[Material provided]
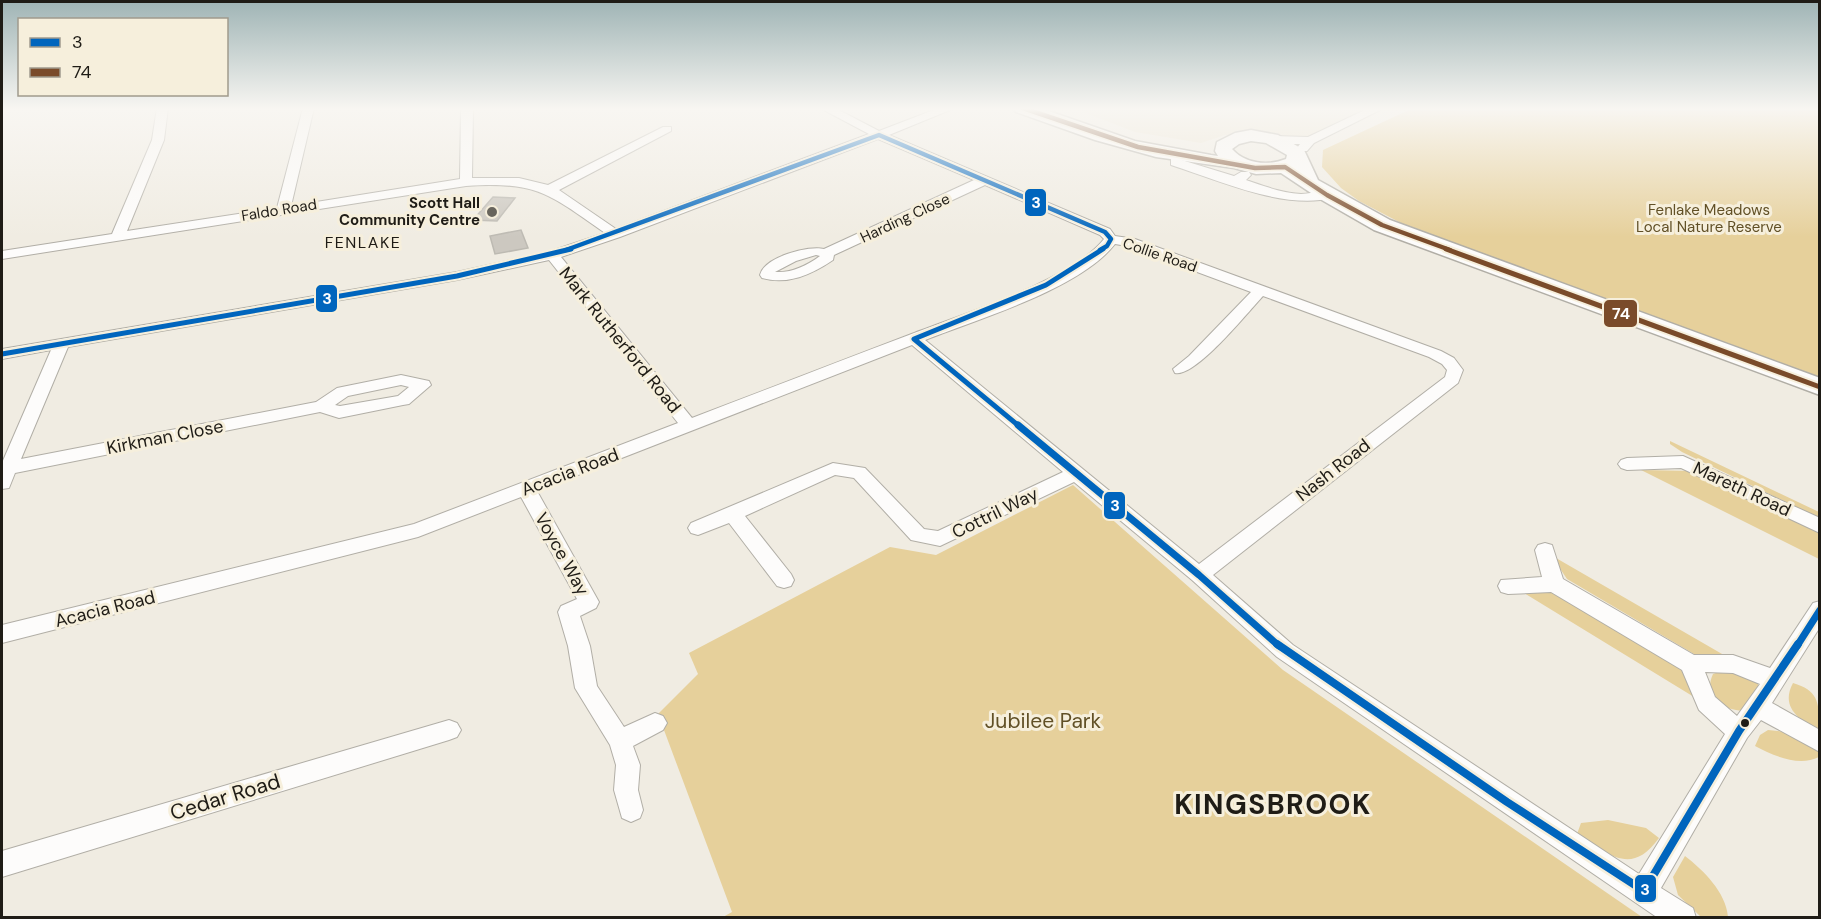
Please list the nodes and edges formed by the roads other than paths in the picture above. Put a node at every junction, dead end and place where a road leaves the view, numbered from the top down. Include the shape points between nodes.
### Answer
1 (153, 151) edge
2 (298, 151) edge
3 (466, 151) edge
4 (625, 151) edge
5 (837, 151) edge
6 (915, 151) edge
7 (1158, 151) edge
8 (1225, 151) edge
9 (1293, 151) edge
10 (1304, 151) edge
11 (1297, 155) junction
12 (1175, 162) dead end
13 (1240, 173) junction
14 (984, 181) junction
15 (466, 182) junction
16 (549, 190) junction
17 (1319, 190) junction
18 (284, 210) junction
19 (615, 234) junction
20 (118, 236) junction
21 (1111, 239) junction
22 (826, 253) dead end
23 (2, 255) edge
24 (552, 255) junction
25 (1261, 290) junction
26 (914, 339) junction
27 (62, 343) junction
28 (2, 354) edge
29 (1448, 361) joint
30 (1180, 369) dead end
31 (1820, 387) edge
32 (321, 406) junction
33 (689, 425) junction
34 (1627, 464) dead end
35 (1076, 474) junction
36 (5, 475) edge
37 (526, 489) junction
38 (733, 514) junction
39 (1820, 526) edge
40 (698, 528) dead end
41 (1545, 550) dead end
42 (1199, 575) junction
43 (784, 580) dead end
44 (1554, 584) junction
45 (1508, 586) dead end
46 (1820, 609) edge
47 (2, 634) edge
48 (1692, 664) junction
49 (1773, 680) junction
50 (1758, 706) junction
51 (655, 723) dead end
52 (449, 730) dead end
53 (1739, 731) junction
54 (620, 741) junction
55 (1820, 742) edge
56 (631, 810) dead end
57 (2, 864) edge
58 (1644, 891) junction
59 (1683, 918) edge

1 - 20 street
2 - 18 street
3 - 15 street
4 - 16 street
5 - 19 street
6 - 14 street, Collie Road
7 - 13 main road via 1222,163
8 - 13 main road
9 - 11 main road
10 - 11 street
11 - 13 main road
11 - 17 main road
12 - 13 street
13 - 17 street via 1293,199 1309,199
14 - 21 street, Collie Road via 1105,232
14 - 22 street, Harding Close
15 - 16 street, Faldo Road via 516,182
15 - 18 street, Faldo Road
16 - 19 street, Faldo Road
17 - 31 main road via 1414,238
18 - 20 street, Faldo Road
19 - 24 street
20 - 23 street, Faldo Road
21 - 25 street, Collie Road via 1130,242
21 - 26 street, Acacia Road via 1107,246 1046,285
24 - 27 street via 457,276
24 - 33 street, Mark Rutherford Road
25 - 29 street, Collie Road
25 - 30 street via 1195,359
26 - 33 street, Acacia Road
26 - 35 street
27 - 28 street
27 - 36 street
29 - 42 street, Nash Road via 1455,370 1452,379
32 - 32 street, Kirkman Close via 343,392 400,380 423,386 403,400 339,412
32 - 36 street, Kirkman Close
33 - 37 street, Acacia Road
34 - 39 street, Mareth Road via 1683,462
35 - 38 street, Cottril Way via 940,539 918,535 859,472 833,469
35 - 42 street
37 - 47 street, Acacia Road via 418,530
37 - 54 street, Voyce Way via 589,602 568,612 586,688
38 - 40 street, Cottril Way
38 - 43 street
41 - 44 street
42 - 58 street via 1285,651
44 - 45 street
44 - 48 street
46 - 49 street
48 - 49 street via 1740,664
48 - 53 street via 1708,708
49 - 50 street
50 - 53 street
50 - 55 street
51 - 54 street
52 - 57 street, Cedar Road
53 - 58 street
54 - 56 street, Voyce Way via 628,765 626,790
58 - 59 street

[What to do] Pictures are to be left out; the rest of the listing should be printed exactly.

[Task solution]
Please list the nodes and edges formed by the roads other than paths in the picture above. Put a node at every junction, dead end and place where a road leaves the view, numbered from the top down. Include the shape points between nodes.
### Answer
1 (153, 151) edge
2 (298, 151) edge
3 (466, 151) edge
4 (625, 151) edge
5 (837, 151) edge
6 (915, 151) edge
7 (1158, 151) edge
8 (1225, 151) edge
9 (1293, 151) edge
10 (1304, 151) edge
11 (1297, 155) junction
12 (1175, 162) dead end
13 (1240, 173) junction
14 (984, 181) junction
15 (466, 182) junction
16 (549, 190) junction
17 (1319, 190) junction
18 (284, 210) junction
19 (615, 234) junction
20 (118, 236) junction
21 (1111, 239) junction
22 (826, 253) dead end
23 (2, 255) edge
24 (552, 255) junction
25 (1261, 290) junction
26 (914, 339) junction
27 (62, 343) junction
28 (2, 354) edge
29 (1448, 361) joint
30 (1180, 369) dead end
31 (1820, 387) edge
32 (321, 406) junction
33 (689, 425) junction
34 (1627, 464) dead end
35 (1076, 474) junction
36 (5, 475) edge
37 (526, 489) junction
38 (733, 514) junction
39 (1820, 526) edge
40 (698, 528) dead end
41 (1545, 550) dead end
42 (1199, 575) junction
43 (784, 580) dead end
44 (1554, 584) junction
45 (1508, 586) dead end
46 (1820, 609) edge
47 (2, 634) edge
48 (1692, 664) junction
49 (1773, 680) junction
50 (1758, 706) junction
51 (655, 723) dead end
52 (449, 730) dead end
53 (1739, 731) junction
54 (620, 741) junction
55 (1820, 742) edge
56 (631, 810) dead end
57 (2, 864) edge
58 (1644, 891) junction
59 (1683, 918) edge

1 - 20 street
2 - 18 street
3 - 15 street
4 - 16 street
5 - 19 street
6 - 14 street, Collie Road
7 - 13 main road via 1222,163
8 - 13 main road
9 - 11 main road
10 - 11 street
11 - 13 main road
11 - 17 main road
12 - 13 street
13 - 17 street via 1293,199 1309,199
14 - 21 street, Collie Road via 1105,232
14 - 22 street, Harding Close
15 - 16 street, Faldo Road via 516,182
15 - 18 street, Faldo Road
16 - 19 street, Faldo Road
17 - 31 main road via 1414,238
18 - 20 street, Faldo Road
19 - 24 street
20 - 23 street, Faldo Road
21 - 25 street, Collie Road via 1130,242
21 - 26 street, Acacia Road via 1107,246 1046,285
24 - 27 street via 457,276
24 - 33 street, Mark Rutherford Road
25 - 29 street, Collie Road
25 - 30 street via 1195,359
26 - 33 street, Acacia Road
26 - 35 street
27 - 28 street
27 - 36 street
29 - 42 street, Nash Road via 1455,370 1452,379
32 - 32 street, Kirkman Close via 343,392 400,380 423,386 403,400 339,412
32 - 36 street, Kirkman Close
33 - 37 street, Acacia Road
34 - 39 street, Mareth Road via 1683,462
35 - 38 street, Cottril Way via 940,539 918,535 859,472 833,469
35 - 42 street
37 - 47 street, Acacia Road via 418,530
37 - 54 street, Voyce Way via 589,602 568,612 586,688
38 - 40 street, Cottril Way
38 - 43 street
41 - 44 street
42 - 58 street via 1285,651
44 - 45 street
44 - 48 street
46 - 49 street
48 - 49 street via 1740,664
48 - 53 street via 1708,708
49 - 50 street
50 - 53 street
50 - 55 street
51 - 54 street
52 - 57 street, Cedar Road
53 - 58 street
54 - 56 street, Voyce Way via 628,765 626,790
58 - 59 street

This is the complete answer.